Goal of the exercise:
Reproduce verbatim the lines of the material below, starting at the line with "middle tip: (422, 331)" and ending at the line with "index tip: (409, 358)", both inclusive; skip the rest.

Source material:

==============================

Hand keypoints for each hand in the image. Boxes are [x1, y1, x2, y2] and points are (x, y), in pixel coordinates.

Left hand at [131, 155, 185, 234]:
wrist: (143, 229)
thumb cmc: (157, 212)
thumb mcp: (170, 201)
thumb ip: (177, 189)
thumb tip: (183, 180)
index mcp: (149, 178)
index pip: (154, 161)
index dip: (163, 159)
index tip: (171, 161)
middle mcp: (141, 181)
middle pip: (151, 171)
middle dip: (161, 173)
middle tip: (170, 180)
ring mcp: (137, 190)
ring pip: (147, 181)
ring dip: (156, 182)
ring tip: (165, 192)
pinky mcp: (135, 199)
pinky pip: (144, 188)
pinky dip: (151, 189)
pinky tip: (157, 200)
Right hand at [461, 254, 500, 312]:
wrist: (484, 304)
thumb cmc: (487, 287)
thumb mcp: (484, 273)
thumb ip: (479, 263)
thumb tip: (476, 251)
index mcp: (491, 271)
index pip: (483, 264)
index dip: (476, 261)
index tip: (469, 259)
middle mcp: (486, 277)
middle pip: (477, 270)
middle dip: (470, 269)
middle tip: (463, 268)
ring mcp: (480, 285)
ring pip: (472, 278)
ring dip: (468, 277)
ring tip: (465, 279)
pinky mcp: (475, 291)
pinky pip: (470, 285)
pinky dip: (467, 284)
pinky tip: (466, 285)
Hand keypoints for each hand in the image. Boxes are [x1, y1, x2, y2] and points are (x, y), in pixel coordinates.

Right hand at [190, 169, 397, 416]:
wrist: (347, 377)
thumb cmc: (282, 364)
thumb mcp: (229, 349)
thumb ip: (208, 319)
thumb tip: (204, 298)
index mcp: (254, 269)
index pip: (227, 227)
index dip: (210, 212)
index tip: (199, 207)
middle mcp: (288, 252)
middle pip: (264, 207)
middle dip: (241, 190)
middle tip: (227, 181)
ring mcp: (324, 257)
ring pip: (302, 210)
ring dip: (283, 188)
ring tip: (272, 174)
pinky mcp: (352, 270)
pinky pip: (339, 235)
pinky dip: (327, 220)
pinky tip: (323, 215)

==============================

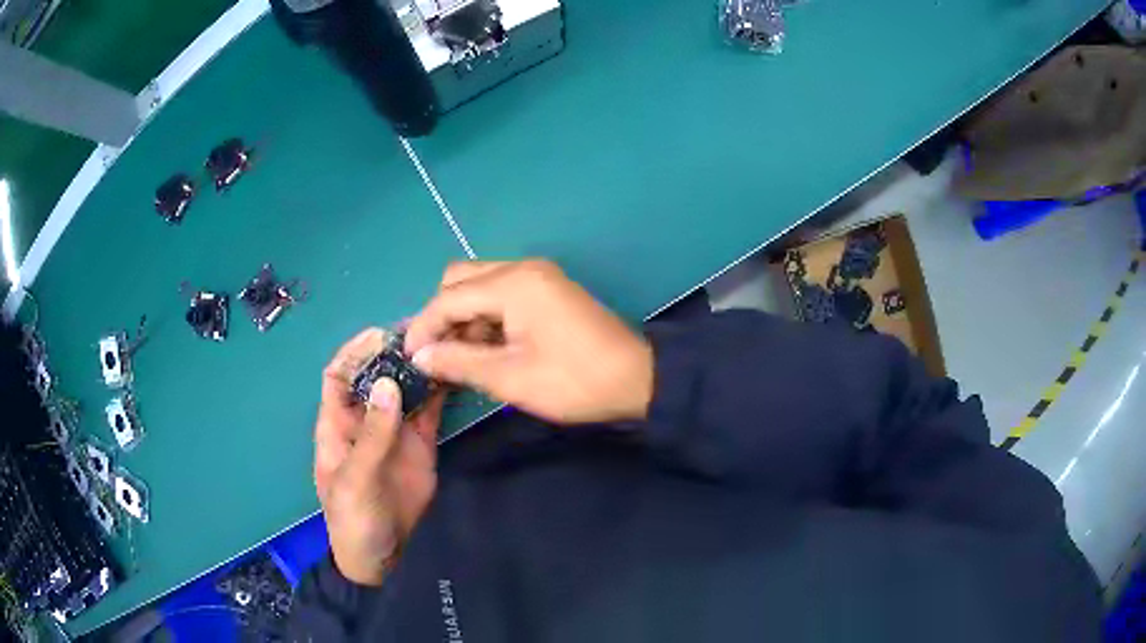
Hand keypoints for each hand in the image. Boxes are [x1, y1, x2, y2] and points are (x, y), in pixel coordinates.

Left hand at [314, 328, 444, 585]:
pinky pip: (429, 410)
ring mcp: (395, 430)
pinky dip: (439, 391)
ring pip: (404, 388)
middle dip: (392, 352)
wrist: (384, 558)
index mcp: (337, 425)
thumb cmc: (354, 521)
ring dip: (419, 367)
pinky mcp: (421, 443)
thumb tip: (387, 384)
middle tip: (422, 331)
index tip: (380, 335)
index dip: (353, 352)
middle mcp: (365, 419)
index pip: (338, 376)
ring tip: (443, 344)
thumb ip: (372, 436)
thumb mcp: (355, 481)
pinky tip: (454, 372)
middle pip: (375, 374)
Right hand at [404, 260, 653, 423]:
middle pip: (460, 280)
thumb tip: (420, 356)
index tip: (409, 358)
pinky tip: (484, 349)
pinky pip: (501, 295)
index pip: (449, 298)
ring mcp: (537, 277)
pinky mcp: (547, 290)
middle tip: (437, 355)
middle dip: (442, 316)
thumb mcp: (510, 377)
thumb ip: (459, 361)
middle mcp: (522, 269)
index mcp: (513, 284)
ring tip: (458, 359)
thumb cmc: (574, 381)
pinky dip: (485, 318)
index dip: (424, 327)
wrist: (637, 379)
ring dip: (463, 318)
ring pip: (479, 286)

==============================

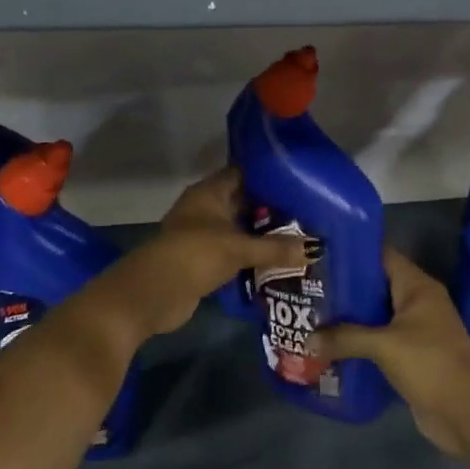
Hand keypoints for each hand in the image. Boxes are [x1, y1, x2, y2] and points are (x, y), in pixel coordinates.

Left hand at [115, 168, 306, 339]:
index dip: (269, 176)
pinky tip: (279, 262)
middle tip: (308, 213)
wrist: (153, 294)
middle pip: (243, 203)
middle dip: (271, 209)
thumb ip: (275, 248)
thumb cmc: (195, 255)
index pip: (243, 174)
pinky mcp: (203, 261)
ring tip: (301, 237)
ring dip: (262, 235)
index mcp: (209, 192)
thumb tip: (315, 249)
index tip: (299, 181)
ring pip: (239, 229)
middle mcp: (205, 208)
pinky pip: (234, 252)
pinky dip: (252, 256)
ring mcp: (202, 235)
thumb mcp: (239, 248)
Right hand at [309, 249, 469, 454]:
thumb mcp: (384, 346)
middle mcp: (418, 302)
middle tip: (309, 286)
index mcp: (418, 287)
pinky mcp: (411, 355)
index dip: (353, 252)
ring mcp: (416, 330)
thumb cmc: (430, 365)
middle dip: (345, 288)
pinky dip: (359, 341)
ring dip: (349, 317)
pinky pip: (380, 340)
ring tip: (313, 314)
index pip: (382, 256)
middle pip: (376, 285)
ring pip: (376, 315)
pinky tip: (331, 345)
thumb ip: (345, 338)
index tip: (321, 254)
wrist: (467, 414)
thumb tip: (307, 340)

==============================

Solution to the exercise:
middle tip: (422, 331)
index tip: (380, 335)
index dip: (353, 352)
middle mcp: (365, 419)
index pip: (338, 376)
ring tip: (443, 344)
thumb ip: (372, 436)
thumb mcp: (355, 481)
pinky tip: (454, 372)
middle pip: (375, 374)
Right hand at [404, 260, 653, 423]:
middle pip: (460, 280)
thumb tip: (420, 356)
index tip: (409, 358)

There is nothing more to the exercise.